Work to be completed: Every line in the entries where "Lotus" is found should be copied.

Listed records below:

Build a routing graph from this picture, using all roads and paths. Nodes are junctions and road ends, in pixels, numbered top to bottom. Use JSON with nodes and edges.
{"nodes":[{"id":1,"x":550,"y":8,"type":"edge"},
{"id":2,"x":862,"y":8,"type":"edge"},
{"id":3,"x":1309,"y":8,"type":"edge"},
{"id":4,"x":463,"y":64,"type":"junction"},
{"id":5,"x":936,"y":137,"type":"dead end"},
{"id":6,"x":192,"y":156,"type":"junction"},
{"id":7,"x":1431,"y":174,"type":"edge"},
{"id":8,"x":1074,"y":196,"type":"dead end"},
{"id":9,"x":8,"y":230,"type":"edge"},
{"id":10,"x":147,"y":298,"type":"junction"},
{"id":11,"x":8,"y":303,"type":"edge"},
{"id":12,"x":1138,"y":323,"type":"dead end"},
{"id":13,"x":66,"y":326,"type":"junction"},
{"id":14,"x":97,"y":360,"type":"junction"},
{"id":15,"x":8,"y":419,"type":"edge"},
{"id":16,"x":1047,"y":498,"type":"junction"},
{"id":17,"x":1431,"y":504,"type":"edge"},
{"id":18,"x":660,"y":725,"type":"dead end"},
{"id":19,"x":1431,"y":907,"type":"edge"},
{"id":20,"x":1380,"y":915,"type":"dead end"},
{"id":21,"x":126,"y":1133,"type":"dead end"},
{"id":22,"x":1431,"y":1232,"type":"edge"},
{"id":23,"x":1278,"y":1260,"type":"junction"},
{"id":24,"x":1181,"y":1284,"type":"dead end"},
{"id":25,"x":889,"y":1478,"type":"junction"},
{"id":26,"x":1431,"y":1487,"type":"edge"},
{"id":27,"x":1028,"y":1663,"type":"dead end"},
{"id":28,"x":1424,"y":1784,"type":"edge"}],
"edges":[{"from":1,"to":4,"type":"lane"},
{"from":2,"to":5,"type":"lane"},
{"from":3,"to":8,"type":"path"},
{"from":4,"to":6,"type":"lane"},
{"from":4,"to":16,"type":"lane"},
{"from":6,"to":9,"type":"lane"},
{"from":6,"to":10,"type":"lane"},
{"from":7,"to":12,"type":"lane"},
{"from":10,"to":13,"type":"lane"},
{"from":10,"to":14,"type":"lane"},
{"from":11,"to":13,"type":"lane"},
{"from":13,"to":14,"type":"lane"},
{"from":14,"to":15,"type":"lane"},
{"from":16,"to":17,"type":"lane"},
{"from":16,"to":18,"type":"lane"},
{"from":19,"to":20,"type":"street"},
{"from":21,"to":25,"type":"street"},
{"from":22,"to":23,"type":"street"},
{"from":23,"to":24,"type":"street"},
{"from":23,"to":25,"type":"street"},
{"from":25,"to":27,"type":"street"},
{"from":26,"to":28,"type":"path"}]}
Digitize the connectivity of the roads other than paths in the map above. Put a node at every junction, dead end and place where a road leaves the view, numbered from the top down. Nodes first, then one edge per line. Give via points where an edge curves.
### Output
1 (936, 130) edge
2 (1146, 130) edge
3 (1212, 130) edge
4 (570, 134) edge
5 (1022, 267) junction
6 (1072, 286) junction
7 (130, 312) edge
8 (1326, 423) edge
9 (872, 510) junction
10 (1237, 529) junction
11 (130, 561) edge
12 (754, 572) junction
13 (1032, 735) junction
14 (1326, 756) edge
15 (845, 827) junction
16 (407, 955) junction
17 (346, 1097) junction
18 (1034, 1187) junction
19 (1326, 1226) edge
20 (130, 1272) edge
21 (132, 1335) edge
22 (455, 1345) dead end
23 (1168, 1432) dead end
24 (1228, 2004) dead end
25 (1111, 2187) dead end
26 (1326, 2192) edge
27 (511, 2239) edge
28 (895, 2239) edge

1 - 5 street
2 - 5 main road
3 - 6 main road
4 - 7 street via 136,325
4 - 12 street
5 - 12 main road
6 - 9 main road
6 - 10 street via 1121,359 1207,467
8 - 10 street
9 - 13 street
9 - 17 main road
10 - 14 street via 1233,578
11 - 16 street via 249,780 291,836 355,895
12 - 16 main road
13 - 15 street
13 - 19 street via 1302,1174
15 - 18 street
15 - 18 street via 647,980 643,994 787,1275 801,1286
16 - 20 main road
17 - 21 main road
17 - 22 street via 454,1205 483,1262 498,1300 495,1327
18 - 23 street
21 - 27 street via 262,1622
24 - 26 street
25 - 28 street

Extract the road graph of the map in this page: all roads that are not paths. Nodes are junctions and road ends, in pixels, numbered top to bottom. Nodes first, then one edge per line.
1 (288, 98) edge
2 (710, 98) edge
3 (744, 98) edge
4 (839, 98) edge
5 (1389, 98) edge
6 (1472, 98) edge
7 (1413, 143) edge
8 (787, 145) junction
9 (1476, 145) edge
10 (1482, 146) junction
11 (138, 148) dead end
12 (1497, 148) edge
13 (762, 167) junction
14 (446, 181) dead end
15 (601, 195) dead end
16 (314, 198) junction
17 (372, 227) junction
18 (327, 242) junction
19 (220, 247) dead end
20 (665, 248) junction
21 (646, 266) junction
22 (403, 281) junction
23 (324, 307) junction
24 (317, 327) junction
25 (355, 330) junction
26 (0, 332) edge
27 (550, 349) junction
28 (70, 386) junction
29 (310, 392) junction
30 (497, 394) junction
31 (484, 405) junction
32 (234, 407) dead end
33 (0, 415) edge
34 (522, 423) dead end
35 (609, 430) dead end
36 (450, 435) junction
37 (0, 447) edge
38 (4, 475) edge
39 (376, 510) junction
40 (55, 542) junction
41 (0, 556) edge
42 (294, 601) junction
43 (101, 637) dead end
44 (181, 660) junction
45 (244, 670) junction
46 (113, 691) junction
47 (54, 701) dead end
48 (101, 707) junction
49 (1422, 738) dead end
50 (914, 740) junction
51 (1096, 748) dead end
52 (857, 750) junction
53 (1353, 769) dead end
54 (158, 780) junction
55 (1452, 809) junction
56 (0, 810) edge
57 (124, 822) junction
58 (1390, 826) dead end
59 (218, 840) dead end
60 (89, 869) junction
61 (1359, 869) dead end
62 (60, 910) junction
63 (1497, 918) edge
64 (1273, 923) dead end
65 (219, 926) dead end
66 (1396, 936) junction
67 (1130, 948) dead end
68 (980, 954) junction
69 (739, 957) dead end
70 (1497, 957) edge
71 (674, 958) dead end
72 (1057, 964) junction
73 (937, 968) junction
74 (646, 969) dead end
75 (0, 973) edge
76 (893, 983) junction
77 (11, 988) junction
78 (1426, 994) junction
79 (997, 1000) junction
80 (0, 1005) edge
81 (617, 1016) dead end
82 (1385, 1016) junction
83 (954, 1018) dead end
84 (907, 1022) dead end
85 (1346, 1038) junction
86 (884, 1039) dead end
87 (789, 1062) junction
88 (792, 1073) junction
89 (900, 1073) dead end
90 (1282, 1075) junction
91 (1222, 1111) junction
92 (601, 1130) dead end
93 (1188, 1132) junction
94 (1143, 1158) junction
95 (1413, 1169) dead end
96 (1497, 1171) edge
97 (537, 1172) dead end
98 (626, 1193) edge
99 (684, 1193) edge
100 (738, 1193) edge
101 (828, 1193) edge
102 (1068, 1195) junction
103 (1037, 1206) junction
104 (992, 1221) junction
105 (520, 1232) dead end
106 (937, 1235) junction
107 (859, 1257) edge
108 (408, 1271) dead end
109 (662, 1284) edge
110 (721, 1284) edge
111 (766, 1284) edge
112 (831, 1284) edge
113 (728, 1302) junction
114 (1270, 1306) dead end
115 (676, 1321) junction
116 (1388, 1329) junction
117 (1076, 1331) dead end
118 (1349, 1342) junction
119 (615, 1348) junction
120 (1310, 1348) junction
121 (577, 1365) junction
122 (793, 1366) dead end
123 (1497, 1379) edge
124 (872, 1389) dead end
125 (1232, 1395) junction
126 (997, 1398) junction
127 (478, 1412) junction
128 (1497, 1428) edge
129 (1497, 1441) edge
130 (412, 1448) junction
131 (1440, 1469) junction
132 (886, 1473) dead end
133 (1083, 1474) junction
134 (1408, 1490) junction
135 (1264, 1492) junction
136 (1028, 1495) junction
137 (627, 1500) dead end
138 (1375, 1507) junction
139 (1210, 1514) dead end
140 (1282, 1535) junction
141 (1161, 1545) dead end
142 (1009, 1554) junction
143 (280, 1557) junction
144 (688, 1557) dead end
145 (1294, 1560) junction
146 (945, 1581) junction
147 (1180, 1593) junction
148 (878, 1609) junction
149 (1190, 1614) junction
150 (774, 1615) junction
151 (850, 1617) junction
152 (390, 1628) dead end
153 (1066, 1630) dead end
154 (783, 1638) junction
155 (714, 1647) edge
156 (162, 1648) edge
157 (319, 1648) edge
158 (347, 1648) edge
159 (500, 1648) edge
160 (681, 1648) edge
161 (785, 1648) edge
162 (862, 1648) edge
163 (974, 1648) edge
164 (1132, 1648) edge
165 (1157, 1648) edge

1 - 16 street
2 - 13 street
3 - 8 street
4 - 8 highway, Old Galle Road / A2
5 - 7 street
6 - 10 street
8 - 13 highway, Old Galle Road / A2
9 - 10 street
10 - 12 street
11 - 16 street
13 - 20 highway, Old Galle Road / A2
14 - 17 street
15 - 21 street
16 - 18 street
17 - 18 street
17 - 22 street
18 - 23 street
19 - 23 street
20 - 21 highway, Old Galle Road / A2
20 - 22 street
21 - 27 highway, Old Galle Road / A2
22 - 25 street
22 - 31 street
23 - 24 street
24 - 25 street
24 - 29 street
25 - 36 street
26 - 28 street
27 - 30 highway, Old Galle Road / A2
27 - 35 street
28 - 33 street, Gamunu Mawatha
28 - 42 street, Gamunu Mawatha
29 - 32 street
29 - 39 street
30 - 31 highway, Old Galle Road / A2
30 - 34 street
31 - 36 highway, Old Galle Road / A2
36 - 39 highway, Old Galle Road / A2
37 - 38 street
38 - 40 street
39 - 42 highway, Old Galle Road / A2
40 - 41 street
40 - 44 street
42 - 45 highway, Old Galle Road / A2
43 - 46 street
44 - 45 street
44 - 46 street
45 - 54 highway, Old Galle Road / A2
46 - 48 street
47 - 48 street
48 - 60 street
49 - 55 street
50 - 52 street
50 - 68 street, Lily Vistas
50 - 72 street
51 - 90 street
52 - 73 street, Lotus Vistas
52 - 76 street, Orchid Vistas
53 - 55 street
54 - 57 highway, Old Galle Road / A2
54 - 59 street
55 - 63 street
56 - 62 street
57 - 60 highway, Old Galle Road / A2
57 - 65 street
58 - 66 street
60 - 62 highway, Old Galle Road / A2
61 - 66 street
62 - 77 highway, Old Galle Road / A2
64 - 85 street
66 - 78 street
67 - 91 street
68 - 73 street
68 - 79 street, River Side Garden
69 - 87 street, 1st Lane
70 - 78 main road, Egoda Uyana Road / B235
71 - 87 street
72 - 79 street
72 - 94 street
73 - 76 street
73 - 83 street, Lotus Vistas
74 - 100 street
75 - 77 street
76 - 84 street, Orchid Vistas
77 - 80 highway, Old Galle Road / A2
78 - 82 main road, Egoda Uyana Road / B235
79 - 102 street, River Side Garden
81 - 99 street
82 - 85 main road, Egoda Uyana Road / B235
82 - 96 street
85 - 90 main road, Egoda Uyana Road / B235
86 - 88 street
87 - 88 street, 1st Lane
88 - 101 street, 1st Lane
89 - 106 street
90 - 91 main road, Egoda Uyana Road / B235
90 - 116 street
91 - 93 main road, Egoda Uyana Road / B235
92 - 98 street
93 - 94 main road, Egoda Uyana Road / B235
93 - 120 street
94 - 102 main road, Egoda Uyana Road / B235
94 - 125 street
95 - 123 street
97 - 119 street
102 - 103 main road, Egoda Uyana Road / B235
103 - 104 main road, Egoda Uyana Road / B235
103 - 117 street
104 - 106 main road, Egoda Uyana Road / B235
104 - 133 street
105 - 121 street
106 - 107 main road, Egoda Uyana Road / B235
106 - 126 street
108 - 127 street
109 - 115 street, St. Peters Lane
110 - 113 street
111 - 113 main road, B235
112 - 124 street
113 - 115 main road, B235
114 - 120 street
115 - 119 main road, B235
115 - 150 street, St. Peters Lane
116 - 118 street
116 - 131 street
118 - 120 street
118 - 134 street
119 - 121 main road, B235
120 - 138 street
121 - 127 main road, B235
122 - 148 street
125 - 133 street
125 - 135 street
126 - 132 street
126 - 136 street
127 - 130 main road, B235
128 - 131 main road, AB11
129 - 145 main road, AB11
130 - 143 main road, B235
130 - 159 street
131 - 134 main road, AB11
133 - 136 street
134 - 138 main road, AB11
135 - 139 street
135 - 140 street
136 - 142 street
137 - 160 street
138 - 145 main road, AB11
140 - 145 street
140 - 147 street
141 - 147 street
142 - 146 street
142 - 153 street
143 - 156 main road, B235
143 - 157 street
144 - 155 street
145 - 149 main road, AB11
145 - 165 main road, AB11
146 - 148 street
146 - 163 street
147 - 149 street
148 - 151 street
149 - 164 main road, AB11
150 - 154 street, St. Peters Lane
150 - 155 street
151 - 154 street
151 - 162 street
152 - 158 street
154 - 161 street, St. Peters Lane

End of Listed records.

Output for this exercise:
52 - 73 street, Lotus Vistas
73 - 83 street, Lotus Vistas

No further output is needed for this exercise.